=== DATA PROVIDED ===

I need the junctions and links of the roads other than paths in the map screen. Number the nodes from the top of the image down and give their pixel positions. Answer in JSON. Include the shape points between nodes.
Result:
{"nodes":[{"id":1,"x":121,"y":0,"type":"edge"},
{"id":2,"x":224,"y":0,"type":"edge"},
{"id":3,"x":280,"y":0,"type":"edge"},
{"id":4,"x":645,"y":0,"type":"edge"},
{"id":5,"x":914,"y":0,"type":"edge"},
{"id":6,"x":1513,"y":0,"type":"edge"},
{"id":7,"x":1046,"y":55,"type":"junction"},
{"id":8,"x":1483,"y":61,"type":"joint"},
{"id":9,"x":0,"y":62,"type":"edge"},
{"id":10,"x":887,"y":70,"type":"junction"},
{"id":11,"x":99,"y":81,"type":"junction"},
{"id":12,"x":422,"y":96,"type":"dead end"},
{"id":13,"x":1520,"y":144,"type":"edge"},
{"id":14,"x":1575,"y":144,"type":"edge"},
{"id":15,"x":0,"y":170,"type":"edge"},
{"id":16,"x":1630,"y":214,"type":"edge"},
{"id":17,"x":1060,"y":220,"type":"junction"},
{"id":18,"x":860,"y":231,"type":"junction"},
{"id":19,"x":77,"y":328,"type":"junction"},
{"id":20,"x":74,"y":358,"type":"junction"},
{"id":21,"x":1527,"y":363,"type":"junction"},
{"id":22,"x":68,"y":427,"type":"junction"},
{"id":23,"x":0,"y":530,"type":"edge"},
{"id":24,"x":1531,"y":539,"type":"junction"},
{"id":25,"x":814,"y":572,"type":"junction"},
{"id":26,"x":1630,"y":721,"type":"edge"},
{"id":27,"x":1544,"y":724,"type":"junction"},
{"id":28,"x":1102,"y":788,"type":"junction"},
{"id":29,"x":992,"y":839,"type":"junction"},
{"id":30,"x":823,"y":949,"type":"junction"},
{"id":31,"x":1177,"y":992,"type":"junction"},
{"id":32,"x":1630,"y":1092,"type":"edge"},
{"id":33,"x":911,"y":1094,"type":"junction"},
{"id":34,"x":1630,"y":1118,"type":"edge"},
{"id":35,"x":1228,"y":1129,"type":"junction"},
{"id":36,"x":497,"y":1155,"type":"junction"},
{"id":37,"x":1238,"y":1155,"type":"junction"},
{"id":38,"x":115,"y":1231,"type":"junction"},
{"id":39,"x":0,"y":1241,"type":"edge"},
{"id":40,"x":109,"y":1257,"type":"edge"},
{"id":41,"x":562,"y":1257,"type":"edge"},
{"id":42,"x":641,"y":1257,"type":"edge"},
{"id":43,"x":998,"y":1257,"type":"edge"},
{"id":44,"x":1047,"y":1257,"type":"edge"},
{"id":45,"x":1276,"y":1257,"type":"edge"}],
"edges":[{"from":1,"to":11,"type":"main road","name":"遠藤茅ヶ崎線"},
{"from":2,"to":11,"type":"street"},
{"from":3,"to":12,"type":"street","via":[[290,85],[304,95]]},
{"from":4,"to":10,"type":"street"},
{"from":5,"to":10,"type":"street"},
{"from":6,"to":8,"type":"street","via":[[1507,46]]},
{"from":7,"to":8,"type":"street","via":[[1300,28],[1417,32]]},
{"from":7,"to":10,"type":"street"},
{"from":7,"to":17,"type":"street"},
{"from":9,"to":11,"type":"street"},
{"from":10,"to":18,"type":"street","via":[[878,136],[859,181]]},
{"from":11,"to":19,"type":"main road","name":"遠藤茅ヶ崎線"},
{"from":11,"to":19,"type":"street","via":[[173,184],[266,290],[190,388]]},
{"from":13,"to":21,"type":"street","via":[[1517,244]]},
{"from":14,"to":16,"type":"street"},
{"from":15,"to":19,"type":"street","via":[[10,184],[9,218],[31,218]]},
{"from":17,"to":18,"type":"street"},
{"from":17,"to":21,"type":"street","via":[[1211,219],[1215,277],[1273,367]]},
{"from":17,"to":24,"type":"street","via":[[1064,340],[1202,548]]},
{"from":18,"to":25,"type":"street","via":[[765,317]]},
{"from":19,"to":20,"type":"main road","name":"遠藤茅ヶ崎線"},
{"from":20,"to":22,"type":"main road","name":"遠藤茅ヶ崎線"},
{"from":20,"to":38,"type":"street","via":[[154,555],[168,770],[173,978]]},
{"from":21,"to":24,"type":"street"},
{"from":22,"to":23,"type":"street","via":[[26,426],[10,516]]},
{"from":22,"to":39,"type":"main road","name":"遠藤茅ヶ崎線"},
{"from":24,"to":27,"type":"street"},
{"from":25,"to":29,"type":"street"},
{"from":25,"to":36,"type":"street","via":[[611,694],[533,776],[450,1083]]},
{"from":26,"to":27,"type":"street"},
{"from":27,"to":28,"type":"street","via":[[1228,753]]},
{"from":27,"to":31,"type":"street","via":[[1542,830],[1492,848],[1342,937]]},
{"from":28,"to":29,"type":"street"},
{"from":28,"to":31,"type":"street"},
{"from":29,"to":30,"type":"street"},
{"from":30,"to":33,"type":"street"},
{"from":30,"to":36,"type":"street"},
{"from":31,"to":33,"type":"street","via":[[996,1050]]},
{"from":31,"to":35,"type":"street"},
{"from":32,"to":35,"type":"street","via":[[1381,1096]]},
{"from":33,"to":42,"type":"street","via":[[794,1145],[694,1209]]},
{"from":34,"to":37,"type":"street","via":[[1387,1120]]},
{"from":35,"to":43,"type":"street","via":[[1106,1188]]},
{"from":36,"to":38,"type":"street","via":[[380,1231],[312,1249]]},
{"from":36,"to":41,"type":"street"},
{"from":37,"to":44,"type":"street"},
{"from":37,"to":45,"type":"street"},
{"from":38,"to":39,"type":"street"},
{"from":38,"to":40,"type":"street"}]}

===

**WHAT YOU HAVE TO DO**
What number of lines in the records hold the word "遠藤茅ヶ崎線"? Reply with that number alone.

**REPLY TO THE EXERCISE**
5